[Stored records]
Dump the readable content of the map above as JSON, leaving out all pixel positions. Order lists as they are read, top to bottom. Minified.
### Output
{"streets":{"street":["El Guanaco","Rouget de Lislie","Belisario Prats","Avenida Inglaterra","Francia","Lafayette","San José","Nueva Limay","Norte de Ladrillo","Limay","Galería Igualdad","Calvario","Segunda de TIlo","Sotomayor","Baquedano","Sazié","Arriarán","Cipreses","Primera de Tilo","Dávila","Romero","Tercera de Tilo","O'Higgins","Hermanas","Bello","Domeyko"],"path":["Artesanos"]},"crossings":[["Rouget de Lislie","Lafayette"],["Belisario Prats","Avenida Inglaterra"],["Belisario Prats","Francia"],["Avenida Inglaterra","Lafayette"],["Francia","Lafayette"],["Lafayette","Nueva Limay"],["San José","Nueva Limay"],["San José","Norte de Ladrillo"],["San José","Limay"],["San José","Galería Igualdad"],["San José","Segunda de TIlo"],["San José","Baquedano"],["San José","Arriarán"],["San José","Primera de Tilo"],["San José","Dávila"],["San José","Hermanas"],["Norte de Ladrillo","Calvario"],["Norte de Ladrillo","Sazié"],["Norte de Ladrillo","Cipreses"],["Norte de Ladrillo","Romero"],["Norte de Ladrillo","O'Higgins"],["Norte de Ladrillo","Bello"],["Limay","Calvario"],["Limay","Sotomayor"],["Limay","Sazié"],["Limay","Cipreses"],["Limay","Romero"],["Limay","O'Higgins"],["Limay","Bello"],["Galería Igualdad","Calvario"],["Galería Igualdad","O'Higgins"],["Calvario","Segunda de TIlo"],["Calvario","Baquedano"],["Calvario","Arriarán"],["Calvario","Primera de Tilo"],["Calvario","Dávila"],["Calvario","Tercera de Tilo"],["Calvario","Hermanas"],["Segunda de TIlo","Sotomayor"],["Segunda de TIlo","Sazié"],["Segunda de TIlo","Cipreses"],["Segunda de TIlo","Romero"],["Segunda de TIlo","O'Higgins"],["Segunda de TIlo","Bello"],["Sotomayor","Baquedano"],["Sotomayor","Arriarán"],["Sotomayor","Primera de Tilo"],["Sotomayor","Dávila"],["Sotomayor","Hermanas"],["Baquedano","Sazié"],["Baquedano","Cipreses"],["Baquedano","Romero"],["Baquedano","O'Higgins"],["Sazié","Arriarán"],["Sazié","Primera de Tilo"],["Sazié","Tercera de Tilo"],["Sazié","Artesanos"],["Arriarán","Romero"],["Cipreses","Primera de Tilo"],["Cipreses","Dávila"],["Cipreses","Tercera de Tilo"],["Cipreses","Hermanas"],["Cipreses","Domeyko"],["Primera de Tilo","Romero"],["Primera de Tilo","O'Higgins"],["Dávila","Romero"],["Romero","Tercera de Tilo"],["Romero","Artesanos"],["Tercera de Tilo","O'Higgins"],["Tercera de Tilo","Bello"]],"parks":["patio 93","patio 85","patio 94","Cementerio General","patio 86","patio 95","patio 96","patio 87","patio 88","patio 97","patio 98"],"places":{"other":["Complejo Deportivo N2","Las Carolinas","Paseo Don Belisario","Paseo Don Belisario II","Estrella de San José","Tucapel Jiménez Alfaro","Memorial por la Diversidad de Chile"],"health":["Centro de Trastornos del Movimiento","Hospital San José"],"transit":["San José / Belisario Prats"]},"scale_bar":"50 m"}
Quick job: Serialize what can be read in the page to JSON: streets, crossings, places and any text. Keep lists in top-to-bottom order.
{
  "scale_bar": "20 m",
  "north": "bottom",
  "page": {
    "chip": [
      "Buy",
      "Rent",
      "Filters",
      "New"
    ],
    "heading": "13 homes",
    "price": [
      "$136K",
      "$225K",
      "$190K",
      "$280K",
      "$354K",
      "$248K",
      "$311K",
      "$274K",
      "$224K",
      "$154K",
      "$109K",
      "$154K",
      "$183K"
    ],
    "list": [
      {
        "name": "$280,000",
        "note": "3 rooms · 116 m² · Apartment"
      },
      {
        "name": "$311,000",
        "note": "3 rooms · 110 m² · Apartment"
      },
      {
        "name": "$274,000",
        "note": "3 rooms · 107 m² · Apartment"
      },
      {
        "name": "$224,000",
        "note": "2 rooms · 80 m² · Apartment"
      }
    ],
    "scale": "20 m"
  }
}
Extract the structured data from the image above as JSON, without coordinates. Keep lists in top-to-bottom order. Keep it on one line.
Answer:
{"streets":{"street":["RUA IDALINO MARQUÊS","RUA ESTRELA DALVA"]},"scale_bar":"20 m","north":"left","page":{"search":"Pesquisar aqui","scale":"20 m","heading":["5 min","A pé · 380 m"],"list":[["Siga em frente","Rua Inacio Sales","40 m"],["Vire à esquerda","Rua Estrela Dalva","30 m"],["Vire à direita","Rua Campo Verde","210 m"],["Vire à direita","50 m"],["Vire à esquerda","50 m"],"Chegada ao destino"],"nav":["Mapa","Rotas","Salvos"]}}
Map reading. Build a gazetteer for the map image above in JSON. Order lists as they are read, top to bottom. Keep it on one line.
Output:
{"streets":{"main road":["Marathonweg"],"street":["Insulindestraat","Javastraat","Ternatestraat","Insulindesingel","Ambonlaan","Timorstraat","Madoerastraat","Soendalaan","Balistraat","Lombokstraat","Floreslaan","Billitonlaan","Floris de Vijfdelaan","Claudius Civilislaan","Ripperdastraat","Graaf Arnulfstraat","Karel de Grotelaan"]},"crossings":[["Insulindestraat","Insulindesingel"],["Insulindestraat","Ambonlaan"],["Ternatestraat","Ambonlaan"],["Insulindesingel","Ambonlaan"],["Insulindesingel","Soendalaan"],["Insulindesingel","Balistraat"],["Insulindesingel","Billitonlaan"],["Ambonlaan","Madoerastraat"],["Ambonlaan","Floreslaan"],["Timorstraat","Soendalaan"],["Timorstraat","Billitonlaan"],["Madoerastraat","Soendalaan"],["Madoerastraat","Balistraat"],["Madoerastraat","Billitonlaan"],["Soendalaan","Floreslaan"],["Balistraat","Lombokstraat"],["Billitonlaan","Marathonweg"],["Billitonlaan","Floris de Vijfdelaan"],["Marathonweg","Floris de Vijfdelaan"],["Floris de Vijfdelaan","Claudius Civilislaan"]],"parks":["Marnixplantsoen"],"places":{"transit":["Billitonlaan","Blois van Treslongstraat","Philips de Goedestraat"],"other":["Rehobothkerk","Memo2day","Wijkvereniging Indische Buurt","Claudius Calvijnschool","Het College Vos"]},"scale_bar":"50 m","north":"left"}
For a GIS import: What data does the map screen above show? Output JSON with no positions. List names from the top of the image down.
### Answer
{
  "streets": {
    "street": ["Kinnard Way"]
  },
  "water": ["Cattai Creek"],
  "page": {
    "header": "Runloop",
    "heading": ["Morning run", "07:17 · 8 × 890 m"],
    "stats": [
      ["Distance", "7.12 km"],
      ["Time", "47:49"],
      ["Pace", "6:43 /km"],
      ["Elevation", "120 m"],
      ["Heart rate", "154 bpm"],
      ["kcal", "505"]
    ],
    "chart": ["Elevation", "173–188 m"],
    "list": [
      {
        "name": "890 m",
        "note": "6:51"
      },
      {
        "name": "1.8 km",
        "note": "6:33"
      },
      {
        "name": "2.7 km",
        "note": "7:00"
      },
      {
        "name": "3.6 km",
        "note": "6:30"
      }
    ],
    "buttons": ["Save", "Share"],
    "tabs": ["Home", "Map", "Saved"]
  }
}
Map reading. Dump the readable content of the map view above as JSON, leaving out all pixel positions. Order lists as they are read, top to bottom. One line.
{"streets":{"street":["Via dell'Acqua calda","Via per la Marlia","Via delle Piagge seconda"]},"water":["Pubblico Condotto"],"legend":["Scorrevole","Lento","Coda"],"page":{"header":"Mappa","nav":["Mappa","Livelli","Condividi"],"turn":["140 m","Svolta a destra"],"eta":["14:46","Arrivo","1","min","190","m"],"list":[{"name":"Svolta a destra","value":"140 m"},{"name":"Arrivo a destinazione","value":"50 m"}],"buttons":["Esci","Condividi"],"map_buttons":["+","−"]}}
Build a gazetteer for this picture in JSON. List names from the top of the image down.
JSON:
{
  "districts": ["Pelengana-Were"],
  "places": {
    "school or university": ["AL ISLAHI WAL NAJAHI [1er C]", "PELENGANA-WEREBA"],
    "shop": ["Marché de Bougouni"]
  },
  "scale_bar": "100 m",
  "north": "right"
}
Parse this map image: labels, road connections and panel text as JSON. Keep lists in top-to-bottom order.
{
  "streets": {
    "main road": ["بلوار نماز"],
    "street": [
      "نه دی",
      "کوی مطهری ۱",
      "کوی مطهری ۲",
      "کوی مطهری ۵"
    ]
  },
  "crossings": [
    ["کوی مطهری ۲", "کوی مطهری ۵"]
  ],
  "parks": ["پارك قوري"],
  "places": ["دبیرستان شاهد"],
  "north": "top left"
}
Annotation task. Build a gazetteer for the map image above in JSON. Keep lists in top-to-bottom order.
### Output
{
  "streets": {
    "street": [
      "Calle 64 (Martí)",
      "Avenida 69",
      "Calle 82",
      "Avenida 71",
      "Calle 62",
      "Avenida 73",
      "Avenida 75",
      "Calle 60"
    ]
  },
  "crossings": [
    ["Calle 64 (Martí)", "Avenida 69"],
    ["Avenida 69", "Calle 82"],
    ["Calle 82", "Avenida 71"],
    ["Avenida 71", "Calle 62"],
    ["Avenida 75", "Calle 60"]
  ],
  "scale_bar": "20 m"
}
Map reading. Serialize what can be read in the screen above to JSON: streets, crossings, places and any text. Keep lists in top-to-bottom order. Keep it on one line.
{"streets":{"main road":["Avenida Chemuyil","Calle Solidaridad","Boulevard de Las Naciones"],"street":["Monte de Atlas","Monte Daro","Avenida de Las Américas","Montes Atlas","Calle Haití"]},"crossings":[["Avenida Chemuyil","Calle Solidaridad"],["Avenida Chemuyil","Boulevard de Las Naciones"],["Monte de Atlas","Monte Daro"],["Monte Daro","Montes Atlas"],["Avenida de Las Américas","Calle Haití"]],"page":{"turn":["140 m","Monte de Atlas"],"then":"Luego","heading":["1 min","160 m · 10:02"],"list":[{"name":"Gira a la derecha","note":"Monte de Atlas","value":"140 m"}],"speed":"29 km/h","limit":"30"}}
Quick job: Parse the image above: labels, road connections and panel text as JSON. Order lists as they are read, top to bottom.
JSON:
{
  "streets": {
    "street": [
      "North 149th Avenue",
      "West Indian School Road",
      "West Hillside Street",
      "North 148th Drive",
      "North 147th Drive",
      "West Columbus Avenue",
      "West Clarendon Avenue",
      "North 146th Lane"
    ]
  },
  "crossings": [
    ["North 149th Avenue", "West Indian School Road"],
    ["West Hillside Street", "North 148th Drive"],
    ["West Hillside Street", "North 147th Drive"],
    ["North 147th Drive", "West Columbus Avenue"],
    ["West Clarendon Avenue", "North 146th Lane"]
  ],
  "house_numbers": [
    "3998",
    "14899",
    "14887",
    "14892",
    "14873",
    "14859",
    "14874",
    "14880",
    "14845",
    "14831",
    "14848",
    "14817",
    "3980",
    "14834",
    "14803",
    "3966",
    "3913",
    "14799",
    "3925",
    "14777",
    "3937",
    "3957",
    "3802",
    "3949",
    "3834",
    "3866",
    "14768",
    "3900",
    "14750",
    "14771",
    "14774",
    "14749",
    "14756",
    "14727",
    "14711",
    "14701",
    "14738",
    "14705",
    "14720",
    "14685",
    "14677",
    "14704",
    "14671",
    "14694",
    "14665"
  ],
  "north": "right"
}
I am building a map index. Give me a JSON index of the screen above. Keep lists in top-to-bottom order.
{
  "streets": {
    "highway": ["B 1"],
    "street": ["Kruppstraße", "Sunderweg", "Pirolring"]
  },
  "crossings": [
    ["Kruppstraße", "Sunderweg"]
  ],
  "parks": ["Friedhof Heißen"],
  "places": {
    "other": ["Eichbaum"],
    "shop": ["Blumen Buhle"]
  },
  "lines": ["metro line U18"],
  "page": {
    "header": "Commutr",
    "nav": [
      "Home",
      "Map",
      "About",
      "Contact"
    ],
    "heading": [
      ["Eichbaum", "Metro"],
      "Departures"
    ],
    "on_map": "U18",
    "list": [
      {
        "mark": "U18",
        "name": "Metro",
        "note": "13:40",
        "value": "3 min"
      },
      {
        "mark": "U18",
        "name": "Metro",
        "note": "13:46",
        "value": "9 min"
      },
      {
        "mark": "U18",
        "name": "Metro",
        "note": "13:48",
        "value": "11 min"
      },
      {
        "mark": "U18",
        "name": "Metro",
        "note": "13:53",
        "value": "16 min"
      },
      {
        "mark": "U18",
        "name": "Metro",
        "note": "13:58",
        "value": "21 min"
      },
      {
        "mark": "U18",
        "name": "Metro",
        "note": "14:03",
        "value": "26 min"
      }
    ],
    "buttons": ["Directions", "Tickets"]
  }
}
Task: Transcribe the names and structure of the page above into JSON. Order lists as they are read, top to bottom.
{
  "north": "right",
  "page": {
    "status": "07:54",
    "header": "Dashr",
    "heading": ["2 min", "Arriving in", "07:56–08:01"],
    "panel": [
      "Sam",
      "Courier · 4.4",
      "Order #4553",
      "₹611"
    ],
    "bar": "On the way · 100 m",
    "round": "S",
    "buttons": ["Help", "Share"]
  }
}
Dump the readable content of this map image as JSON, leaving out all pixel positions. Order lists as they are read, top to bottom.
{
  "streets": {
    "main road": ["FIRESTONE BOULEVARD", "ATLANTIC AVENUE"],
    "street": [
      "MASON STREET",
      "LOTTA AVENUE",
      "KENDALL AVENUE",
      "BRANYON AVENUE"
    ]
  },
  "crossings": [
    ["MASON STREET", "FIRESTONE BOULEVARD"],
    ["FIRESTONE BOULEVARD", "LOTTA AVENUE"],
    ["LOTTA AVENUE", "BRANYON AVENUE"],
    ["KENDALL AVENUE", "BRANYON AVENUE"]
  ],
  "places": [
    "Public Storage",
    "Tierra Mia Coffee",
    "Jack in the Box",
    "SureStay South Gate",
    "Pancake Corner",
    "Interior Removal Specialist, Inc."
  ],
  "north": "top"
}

◆ **WHAT THE TASK REQUIRES**
For the records above, how many lines contain the word "pixel"? Reply with the number only.

◆ **WRITTEN SOLUTION**
3